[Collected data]
-----

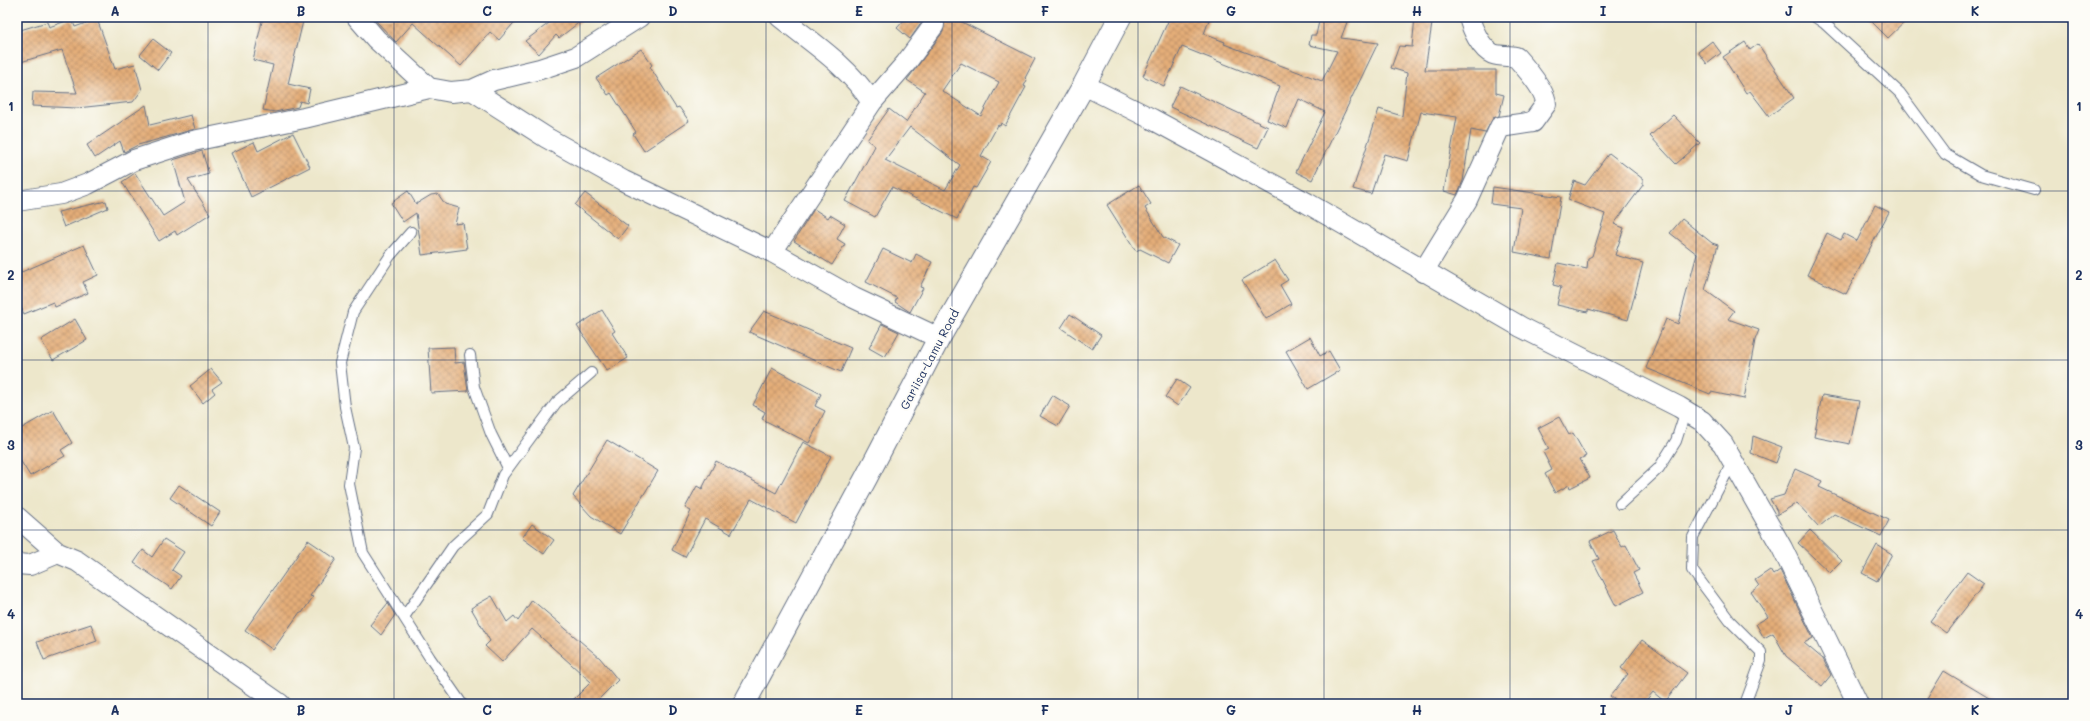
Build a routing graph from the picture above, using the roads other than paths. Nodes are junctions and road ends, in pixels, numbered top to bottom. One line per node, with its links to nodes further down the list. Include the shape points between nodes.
1 (356, 17): 9 (street)
2 (639, 17): 10 (street, via 576,57 540,70 494,80)
3 (780, 17): 11 (street, via 847,70)
4 (933, 17): 11 (street, via 934,25 906,63)
5 (1120, 17): 8 (street, Gariisa-Lamu Road)
6 (1469, 17): 16 (street, via 1475,34 1488,50 1495,55 1513,56 1519,61 1545,98 1546,104 1533,122 1500,127 1467,200)
7 (1815, 17): 12 (lane, via 1900,93 1946,154 1981,175)
8 (1084, 85): 16 (street, via 1307,203); 17 (street, Gariisa-Lamu Road)
9 (429, 88): 10 (street, via 451,92); 13 (street, via 192,141 134,160 88,184 61,194)
10 (472, 90): 15 (street, via 547,138 624,180)
11 (872, 102): 15 (street)
12 (2034, 190)
13 (17, 201)
14 (411, 232): 27 (lane, via 390,256 353,312 340,363 354,448 349,484 362,553)
15 (772, 252): 17 (street, via 854,298)
16 (1423, 272): 20 (street, via 1521,327)
17 (939, 338): 30 (street, Gariisa-Lamu Road)
18 (470, 355): 22 (lane, via 474,387 491,434)
19 (591, 373): 22 (lane, via 556,403)
20 (1686, 410): 21 (street, via 1709,427); 23 (lane, via 1676,441 1659,468)
21 (1733, 461): 31 (lane, via 1693,537 1692,570 1730,621 1761,652); 32 (street, via 1805,593)
22 (508, 468): 27 (lane, via 488,514 453,546)
23 (1620, 504)
24 (17, 518): 25 (street)
25 (58, 553): 26 (street, via 30,565); 28 (street, via 77,561)
26 (17, 564)
27 (404, 617): 29 (lane)
28 (280, 704)
29 (462, 704)
30 (744, 704)
31 (1744, 704)
32 (1858, 704)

-----

» **Exercise**
Restate each line above exactly, keeping pictures out.

» **Solution**
Build a routing graph from the picture above, using the roads other than paths. Nodes are junctions and road ends, in pixels, numbered top to bottom. One line per node, with its links to nodes further down the list. Include the shape points between nodes.
1 (356, 17): 9 (street)
2 (639, 17): 10 (street, via 576,57 540,70 494,80)
3 (780, 17): 11 (street, via 847,70)
4 (933, 17): 11 (street, via 934,25 906,63)
5 (1120, 17): 8 (street, Gariisa-Lamu Road)
6 (1469, 17): 16 (street, via 1475,34 1488,50 1495,55 1513,56 1519,61 1545,98 1546,104 1533,122 1500,127 1467,200)
7 (1815, 17): 12 (lane, via 1900,93 1946,154 1981,175)
8 (1084, 85): 16 (street, via 1307,203); 17 (street, Gariisa-Lamu Road)
9 (429, 88): 10 (street, via 451,92); 13 (street, via 192,141 134,160 88,184 61,194)
10 (472, 90): 15 (street, via 547,138 624,180)
11 (872, 102): 15 (street)
12 (2034, 190)
13 (17, 201)
14 (411, 232): 27 (lane, via 390,256 353,312 340,363 354,448 349,484 362,553)
15 (772, 252): 17 (street, via 854,298)
16 (1423, 272): 20 (street, via 1521,327)
17 (939, 338): 30 (street, Gariisa-Lamu Road)
18 (470, 355): 22 (lane, via 474,387 491,434)
19 (591, 373): 22 (lane, via 556,403)
20 (1686, 410): 21 (street, via 1709,427); 23 (lane, via 1676,441 1659,468)
21 (1733, 461): 31 (lane, via 1693,537 1692,570 1730,621 1761,652); 32 (street, via 1805,593)
22 (508, 468): 27 (lane, via 488,514 453,546)
23 (1620, 504)
24 (17, 518): 25 (street)
25 (58, 553): 26 (street, via 30,565); 28 (street, via 77,561)
26 (17, 564)
27 (404, 617): 29 (lane)
28 (280, 704)
29 (462, 704)
30 (744, 704)
31 (1744, 704)
32 (1858, 704)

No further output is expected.